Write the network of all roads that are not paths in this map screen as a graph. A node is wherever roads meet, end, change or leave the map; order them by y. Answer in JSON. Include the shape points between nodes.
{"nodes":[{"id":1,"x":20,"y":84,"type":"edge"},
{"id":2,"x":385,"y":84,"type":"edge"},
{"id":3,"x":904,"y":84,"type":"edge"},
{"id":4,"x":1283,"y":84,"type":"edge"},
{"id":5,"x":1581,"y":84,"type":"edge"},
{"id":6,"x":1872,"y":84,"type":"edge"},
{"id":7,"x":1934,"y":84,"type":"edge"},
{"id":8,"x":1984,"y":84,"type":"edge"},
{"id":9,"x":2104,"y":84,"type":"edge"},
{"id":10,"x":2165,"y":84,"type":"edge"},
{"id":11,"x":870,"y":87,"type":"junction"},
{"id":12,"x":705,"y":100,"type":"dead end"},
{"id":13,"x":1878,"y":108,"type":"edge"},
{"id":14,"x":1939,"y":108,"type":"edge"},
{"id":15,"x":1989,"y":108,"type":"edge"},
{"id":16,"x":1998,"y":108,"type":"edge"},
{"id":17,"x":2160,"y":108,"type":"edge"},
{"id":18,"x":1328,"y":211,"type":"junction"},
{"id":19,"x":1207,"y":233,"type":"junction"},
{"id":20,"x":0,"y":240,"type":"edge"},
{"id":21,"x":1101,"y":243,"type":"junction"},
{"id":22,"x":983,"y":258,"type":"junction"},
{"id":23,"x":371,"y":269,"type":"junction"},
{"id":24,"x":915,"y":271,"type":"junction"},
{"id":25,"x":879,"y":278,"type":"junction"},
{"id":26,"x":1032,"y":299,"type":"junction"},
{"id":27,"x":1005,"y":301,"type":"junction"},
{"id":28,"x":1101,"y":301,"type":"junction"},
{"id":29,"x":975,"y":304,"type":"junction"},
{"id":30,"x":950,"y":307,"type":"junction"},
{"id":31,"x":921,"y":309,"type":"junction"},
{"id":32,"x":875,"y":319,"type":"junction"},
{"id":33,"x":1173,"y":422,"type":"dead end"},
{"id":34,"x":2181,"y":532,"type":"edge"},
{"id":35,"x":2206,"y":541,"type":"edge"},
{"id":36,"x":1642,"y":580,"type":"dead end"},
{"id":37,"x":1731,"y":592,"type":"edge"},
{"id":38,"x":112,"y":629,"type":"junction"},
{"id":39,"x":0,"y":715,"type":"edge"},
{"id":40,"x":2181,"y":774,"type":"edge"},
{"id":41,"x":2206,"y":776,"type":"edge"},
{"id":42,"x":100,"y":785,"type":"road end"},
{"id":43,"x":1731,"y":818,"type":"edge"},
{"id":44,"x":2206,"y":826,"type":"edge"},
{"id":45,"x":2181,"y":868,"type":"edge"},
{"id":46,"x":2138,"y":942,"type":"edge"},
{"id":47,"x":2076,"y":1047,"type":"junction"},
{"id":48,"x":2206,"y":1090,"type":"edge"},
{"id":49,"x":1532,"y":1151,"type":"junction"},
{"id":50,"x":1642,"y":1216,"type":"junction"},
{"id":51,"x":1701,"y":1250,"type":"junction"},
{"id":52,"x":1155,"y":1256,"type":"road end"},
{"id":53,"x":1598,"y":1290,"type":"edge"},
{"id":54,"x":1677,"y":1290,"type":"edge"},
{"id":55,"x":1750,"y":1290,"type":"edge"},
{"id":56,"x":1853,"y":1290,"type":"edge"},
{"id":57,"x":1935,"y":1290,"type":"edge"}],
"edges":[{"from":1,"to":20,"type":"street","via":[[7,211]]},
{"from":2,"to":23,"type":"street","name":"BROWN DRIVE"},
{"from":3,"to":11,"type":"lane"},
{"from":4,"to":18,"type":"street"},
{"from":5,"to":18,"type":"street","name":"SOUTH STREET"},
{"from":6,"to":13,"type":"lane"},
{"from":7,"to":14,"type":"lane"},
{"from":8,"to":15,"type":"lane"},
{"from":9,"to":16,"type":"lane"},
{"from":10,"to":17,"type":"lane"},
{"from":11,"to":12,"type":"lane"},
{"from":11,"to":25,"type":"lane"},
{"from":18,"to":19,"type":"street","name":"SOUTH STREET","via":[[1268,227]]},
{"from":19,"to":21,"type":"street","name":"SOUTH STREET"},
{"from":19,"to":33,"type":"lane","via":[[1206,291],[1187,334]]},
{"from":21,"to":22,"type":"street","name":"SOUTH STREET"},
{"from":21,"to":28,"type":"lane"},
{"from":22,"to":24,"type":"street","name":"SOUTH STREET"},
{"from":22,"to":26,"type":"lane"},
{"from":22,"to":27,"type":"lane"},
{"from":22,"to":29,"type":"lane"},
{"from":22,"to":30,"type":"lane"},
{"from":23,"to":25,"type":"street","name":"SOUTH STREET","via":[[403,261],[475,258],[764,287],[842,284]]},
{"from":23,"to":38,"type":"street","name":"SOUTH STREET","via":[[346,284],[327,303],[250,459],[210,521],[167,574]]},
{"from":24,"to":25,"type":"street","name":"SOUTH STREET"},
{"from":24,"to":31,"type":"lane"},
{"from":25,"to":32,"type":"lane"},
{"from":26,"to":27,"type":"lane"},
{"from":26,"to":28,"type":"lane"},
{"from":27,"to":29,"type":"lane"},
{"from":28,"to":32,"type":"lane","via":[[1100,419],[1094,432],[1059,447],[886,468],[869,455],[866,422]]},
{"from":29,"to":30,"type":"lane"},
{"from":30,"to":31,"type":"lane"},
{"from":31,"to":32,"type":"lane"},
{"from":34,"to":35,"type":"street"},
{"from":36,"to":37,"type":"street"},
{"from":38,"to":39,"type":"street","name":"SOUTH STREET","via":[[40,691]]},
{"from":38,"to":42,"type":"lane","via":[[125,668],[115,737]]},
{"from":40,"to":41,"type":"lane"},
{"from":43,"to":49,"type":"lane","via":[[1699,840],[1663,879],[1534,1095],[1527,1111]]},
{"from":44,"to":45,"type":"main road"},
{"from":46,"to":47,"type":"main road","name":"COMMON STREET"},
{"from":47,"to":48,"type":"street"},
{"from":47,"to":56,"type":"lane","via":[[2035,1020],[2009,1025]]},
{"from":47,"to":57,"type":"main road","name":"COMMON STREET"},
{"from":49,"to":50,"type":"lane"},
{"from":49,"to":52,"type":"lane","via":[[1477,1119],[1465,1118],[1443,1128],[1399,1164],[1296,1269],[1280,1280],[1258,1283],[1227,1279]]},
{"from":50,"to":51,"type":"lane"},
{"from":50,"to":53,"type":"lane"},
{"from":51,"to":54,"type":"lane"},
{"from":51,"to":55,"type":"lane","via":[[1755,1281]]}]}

#####

YOUR TASK:
Line by line, transcribe all of the records exactly.

REPLY:
Write the network of all roads that are not paths in this map screen as a graph. A node is wherever roads meet, end, change or leave the map; order them by y. Answer in JSON. Include the shape points between nodes.
{"nodes":[{"id":1,"x":20,"y":84,"type":"edge"},
{"id":2,"x":385,"y":84,"type":"edge"},
{"id":3,"x":904,"y":84,"type":"edge"},
{"id":4,"x":1283,"y":84,"type":"edge"},
{"id":5,"x":1581,"y":84,"type":"edge"},
{"id":6,"x":1872,"y":84,"type":"edge"},
{"id":7,"x":1934,"y":84,"type":"edge"},
{"id":8,"x":1984,"y":84,"type":"edge"},
{"id":9,"x":2104,"y":84,"type":"edge"},
{"id":10,"x":2165,"y":84,"type":"edge"},
{"id":11,"x":870,"y":87,"type":"junction"},
{"id":12,"x":705,"y":100,"type":"dead end"},
{"id":13,"x":1878,"y":108,"type":"edge"},
{"id":14,"x":1939,"y":108,"type":"edge"},
{"id":15,"x":1989,"y":108,"type":"edge"},
{"id":16,"x":1998,"y":108,"type":"edge"},
{"id":17,"x":2160,"y":108,"type":"edge"},
{"id":18,"x":1328,"y":211,"type":"junction"},
{"id":19,"x":1207,"y":233,"type":"junction"},
{"id":20,"x":0,"y":240,"type":"edge"},
{"id":21,"x":1101,"y":243,"type":"junction"},
{"id":22,"x":983,"y":258,"type":"junction"},
{"id":23,"x":371,"y":269,"type":"junction"},
{"id":24,"x":915,"y":271,"type":"junction"},
{"id":25,"x":879,"y":278,"type":"junction"},
{"id":26,"x":1032,"y":299,"type":"junction"},
{"id":27,"x":1005,"y":301,"type":"junction"},
{"id":28,"x":1101,"y":301,"type":"junction"},
{"id":29,"x":975,"y":304,"type":"junction"},
{"id":30,"x":950,"y":307,"type":"junction"},
{"id":31,"x":921,"y":309,"type":"junction"},
{"id":32,"x":875,"y":319,"type":"junction"},
{"id":33,"x":1173,"y":422,"type":"dead end"},
{"id":34,"x":2181,"y":532,"type":"edge"},
{"id":35,"x":2206,"y":541,"type":"edge"},
{"id":36,"x":1642,"y":580,"type":"dead end"},
{"id":37,"x":1731,"y":592,"type":"edge"},
{"id":38,"x":112,"y":629,"type":"junction"},
{"id":39,"x":0,"y":715,"type":"edge"},
{"id":40,"x":2181,"y":774,"type":"edge"},
{"id":41,"x":2206,"y":776,"type":"edge"},
{"id":42,"x":100,"y":785,"type":"road end"},
{"id":43,"x":1731,"y":818,"type":"edge"},
{"id":44,"x":2206,"y":826,"type":"edge"},
{"id":45,"x":2181,"y":868,"type":"edge"},
{"id":46,"x":2138,"y":942,"type":"edge"},
{"id":47,"x":2076,"y":1047,"type":"junction"},
{"id":48,"x":2206,"y":1090,"type":"edge"},
{"id":49,"x":1532,"y":1151,"type":"junction"},
{"id":50,"x":1642,"y":1216,"type":"junction"},
{"id":51,"x":1701,"y":1250,"type":"junction"},
{"id":52,"x":1155,"y":1256,"type":"road end"},
{"id":53,"x":1598,"y":1290,"type":"edge"},
{"id":54,"x":1677,"y":1290,"type":"edge"},
{"id":55,"x":1750,"y":1290,"type":"edge"},
{"id":56,"x":1853,"y":1290,"type":"edge"},
{"id":57,"x":1935,"y":1290,"type":"edge"}],
"edges":[{"from":1,"to":20,"type":"street","via":[[7,211]]},
{"from":2,"to":23,"type":"street","name":"BROWN DRIVE"},
{"from":3,"to":11,"type":"lane"},
{"from":4,"to":18,"type":"street"},
{"from":5,"to":18,"type":"street","name":"SOUTH STREET"},
{"from":6,"to":13,"type":"lane"},
{"from":7,"to":14,"type":"lane"},
{"from":8,"to":15,"type":"lane"},
{"from":9,"to":16,"type":"lane"},
{"from":10,"to":17,"type":"lane"},
{"from":11,"to":12,"type":"lane"},
{"from":11,"to":25,"type":"lane"},
{"from":18,"to":19,"type":"street","name":"SOUTH STREET","via":[[1268,227]]},
{"from":19,"to":21,"type":"street","name":"SOUTH STREET"},
{"from":19,"to":33,"type":"lane","via":[[1206,291],[1187,334]]},
{"from":21,"to":22,"type":"street","name":"SOUTH STREET"},
{"from":21,"to":28,"type":"lane"},
{"from":22,"to":24,"type":"street","name":"SOUTH STREET"},
{"from":22,"to":26,"type":"lane"},
{"from":22,"to":27,"type":"lane"},
{"from":22,"to":29,"type":"lane"},
{"from":22,"to":30,"type":"lane"},
{"from":23,"to":25,"type":"street","name":"SOUTH STREET","via":[[403,261],[475,258],[764,287],[842,284]]},
{"from":23,"to":38,"type":"street","name":"SOUTH STREET","via":[[346,284],[327,303],[250,459],[210,521],[167,574]]},
{"from":24,"to":25,"type":"street","name":"SOUTH STREET"},
{"from":24,"to":31,"type":"lane"},
{"from":25,"to":32,"type":"lane"},
{"from":26,"to":27,"type":"lane"},
{"from":26,"to":28,"type":"lane"},
{"from":27,"to":29,"type":"lane"},
{"from":28,"to":32,"type":"lane","via":[[1100,419],[1094,432],[1059,447],[886,468],[869,455],[866,422]]},
{"from":29,"to":30,"type":"lane"},
{"from":30,"to":31,"type":"lane"},
{"from":31,"to":32,"type":"lane"},
{"from":34,"to":35,"type":"street"},
{"from":36,"to":37,"type":"street"},
{"from":38,"to":39,"type":"street","name":"SOUTH STREET","via":[[40,691]]},
{"from":38,"to":42,"type":"lane","via":[[125,668],[115,737]]},
{"from":40,"to":41,"type":"lane"},
{"from":43,"to":49,"type":"lane","via":[[1699,840],[1663,879],[1534,1095],[1527,1111]]},
{"from":44,"to":45,"type":"main road"},
{"from":46,"to":47,"type":"main road","name":"COMMON STREET"},
{"from":47,"to":48,"type":"street"},
{"from":47,"to":56,"type":"lane","via":[[2035,1020],[2009,1025]]},
{"from":47,"to":57,"type":"main road","name":"COMMON STREET"},
{"from":49,"to":50,"type":"lane"},
{"from":49,"to":52,"type":"lane","via":[[1477,1119],[1465,1118],[1443,1128],[1399,1164],[1296,1269],[1280,1280],[1258,1283],[1227,1279]]},
{"from":50,"to":51,"type":"lane"},
{"from":50,"to":53,"type":"lane"},
{"from":51,"to":54,"type":"lane"},
{"from":51,"to":55,"type":"lane","via":[[1755,1281]]}]}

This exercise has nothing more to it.